(Activity): Give back exactly the lines of the data below, starting with the line that has "Bounding boxes for" and going on through the line that has "I need the bounding box of all street".
◆ ◆ ◆ ◆ ◆
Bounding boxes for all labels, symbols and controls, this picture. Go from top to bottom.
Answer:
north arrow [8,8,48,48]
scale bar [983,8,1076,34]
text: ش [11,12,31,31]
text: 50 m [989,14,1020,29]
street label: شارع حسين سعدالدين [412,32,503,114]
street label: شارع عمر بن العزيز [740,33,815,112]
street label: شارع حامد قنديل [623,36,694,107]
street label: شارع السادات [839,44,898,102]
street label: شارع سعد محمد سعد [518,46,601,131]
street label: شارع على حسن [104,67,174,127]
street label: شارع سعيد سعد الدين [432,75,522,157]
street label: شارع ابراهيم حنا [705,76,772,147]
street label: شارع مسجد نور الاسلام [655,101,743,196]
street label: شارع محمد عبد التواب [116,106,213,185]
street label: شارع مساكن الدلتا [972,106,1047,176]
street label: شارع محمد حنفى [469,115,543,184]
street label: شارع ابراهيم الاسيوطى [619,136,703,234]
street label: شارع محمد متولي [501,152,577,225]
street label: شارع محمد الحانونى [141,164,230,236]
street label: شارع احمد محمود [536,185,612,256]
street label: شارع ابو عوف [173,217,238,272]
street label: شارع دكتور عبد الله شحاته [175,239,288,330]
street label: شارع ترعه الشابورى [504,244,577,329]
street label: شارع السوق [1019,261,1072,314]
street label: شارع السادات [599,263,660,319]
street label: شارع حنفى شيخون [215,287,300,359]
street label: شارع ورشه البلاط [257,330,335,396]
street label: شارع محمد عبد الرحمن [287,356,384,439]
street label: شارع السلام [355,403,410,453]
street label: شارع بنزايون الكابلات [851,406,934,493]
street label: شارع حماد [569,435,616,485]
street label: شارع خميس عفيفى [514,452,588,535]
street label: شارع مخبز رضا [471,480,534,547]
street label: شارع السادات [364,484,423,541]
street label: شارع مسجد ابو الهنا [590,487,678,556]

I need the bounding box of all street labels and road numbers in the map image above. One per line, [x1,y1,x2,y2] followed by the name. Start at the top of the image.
◆ ◆ ◆ ◆ ◆
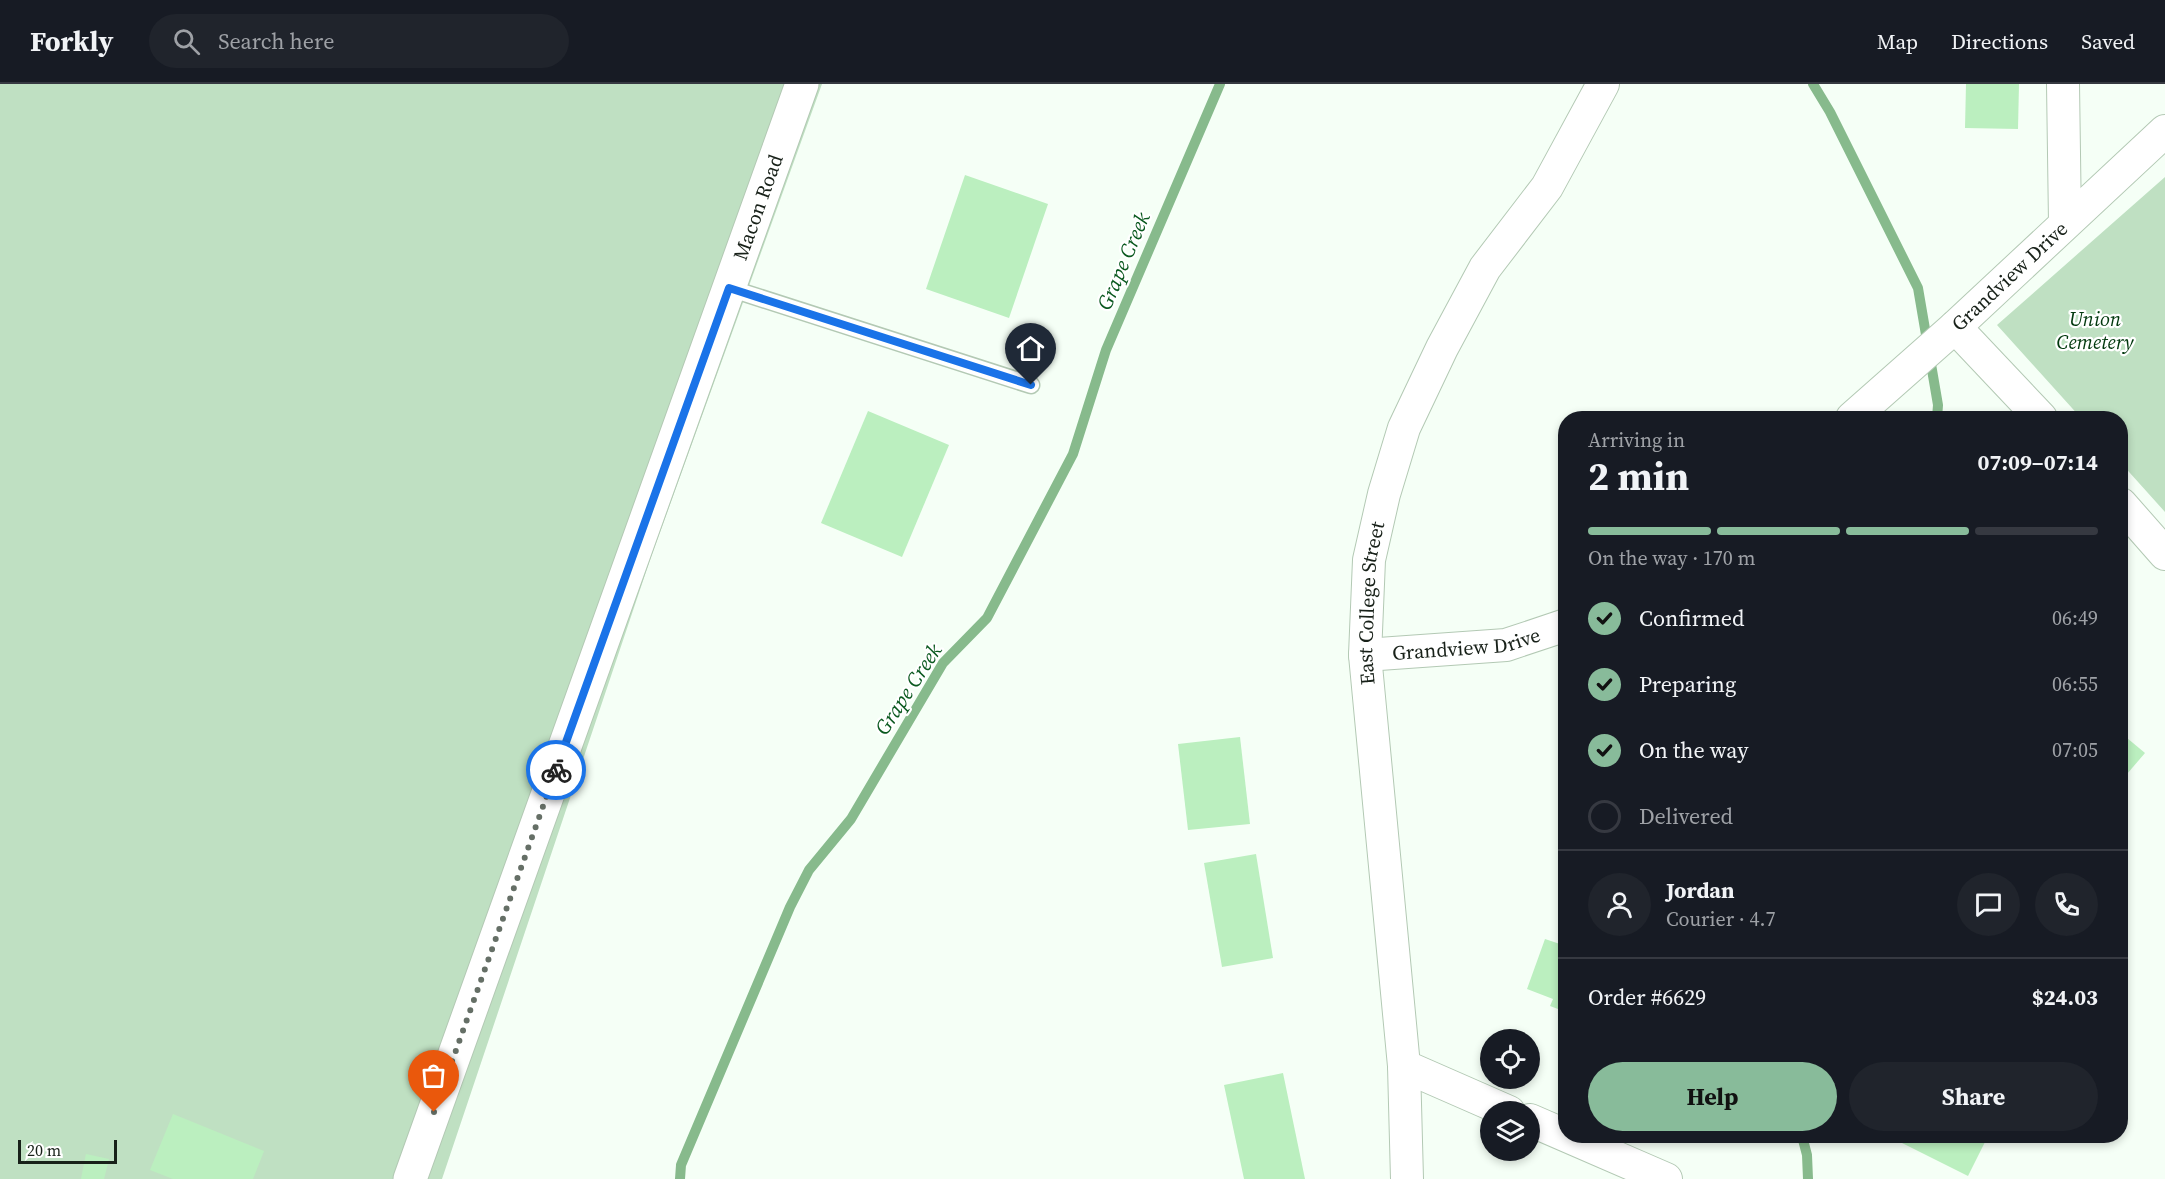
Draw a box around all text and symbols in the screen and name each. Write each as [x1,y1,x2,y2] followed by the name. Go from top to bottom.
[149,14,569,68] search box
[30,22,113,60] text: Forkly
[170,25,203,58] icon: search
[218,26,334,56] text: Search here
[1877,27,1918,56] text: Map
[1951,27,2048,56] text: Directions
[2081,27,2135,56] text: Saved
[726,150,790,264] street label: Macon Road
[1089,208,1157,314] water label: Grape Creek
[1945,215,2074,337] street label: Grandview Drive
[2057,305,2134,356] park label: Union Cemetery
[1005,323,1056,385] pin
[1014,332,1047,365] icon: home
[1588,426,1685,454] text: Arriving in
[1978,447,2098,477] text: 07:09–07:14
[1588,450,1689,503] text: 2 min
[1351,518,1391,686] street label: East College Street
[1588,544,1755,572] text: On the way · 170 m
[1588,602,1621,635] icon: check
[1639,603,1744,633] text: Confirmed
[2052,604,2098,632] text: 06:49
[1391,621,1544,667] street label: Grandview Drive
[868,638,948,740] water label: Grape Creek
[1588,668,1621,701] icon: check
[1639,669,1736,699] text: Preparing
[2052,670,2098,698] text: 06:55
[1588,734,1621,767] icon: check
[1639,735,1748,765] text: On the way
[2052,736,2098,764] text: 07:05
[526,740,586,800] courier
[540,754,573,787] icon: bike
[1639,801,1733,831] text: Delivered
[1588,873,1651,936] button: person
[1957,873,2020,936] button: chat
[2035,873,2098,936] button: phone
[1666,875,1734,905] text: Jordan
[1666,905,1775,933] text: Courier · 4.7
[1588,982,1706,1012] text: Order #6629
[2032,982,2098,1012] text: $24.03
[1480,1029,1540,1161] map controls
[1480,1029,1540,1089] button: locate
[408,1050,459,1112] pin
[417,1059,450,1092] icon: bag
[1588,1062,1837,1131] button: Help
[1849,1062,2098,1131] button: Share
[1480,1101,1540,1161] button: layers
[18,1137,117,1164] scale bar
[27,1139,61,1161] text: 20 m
◆ ◆ ◆ ◆ ◆
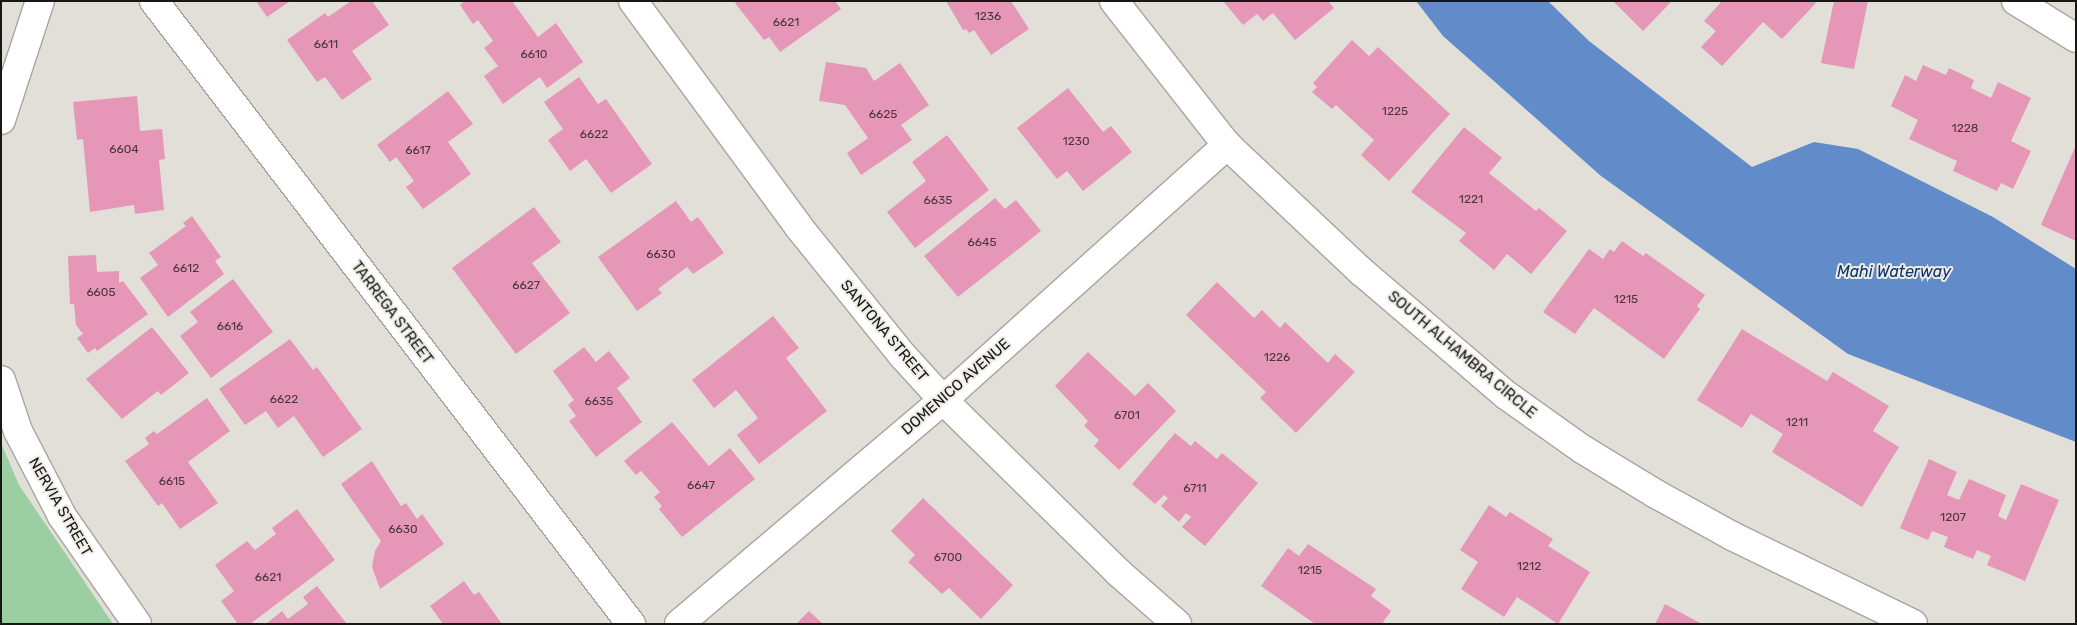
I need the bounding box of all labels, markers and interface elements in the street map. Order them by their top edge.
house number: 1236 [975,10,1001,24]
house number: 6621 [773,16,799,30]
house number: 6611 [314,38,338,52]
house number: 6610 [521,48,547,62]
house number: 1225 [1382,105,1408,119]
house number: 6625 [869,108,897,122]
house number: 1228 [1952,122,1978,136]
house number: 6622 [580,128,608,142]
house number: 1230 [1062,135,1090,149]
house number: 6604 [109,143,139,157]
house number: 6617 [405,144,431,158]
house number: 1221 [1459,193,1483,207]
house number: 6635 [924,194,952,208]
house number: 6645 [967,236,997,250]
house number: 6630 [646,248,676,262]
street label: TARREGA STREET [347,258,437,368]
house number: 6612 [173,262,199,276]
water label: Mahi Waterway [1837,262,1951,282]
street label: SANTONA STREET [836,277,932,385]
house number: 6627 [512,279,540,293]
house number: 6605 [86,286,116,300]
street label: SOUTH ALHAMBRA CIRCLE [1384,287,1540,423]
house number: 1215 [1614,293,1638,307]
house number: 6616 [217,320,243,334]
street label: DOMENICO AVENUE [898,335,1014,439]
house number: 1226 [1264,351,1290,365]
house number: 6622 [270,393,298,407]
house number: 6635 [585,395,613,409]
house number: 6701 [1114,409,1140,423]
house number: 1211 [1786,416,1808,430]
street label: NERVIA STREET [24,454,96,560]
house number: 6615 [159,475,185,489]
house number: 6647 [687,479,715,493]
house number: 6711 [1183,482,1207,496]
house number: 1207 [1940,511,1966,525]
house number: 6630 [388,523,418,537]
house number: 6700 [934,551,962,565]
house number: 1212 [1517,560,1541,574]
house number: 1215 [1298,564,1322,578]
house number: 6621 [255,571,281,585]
◆ ◆ ◆ ◆ ◆
(Problem solution):
Bounding boxes for all labels, symbols and controls, this picture. Go from top to bottom.
Answer:
north arrow [8,8,48,48]
scale bar [983,8,1076,34]
text: ش [11,12,31,31]
text: 50 m [989,14,1020,29]
street label: شارع حسين سعدالدين [412,32,503,114]
street label: شارع عمر بن العزيز [740,33,815,112]
street label: شارع حامد قنديل [623,36,694,107]
street label: شارع السادات [839,44,898,102]
street label: شارع سعد محمد سعد [518,46,601,131]
street label: شارع على حسن [104,67,174,127]
street label: شارع سعيد سعد الدين [432,75,522,157]
street label: شارع ابراهيم حنا [705,76,772,147]
street label: شارع مسجد نور الاسلام [655,101,743,196]
street label: شارع محمد عبد التواب [116,106,213,185]
street label: شارع مساكن الدلتا [972,106,1047,176]
street label: شارع محمد حنفى [469,115,543,184]
street label: شارع ابراهيم الاسيوطى [619,136,703,234]
street label: شارع محمد متولي [501,152,577,225]
street label: شارع محمد الحانونى [141,164,230,236]
street label: شارع احمد محمود [536,185,612,256]
street label: شارع ابو عوف [173,217,238,272]
street label: شارع دكتور عبد الله شحاته [175,239,288,330]
street label: شارع ترعه الشابورى [504,244,577,329]
street label: شارع السوق [1019,261,1072,314]
street label: شارع السادات [599,263,660,319]
street label: شارع حنفى شيخون [215,287,300,359]
street label: شارع ورشه البلاط [257,330,335,396]
street label: شارع محمد عبد الرحمن [287,356,384,439]
street label: شارع السلام [355,403,410,453]
street label: شارع بنزايون الكابلات [851,406,934,493]
street label: شارع حماد [569,435,616,485]
street label: شارع خميس عفيفى [514,452,588,535]
street label: شارع مخبز رضا [471,480,534,547]
street label: شارع السادات [364,484,423,541]
street label: شارع مسجد ابو الهنا [590,487,678,556]

I need the bounding box of all street labels and road numbers in the map image above. One per line, [x1,y1,x2,y2] followed by the name. Start at the top of the image.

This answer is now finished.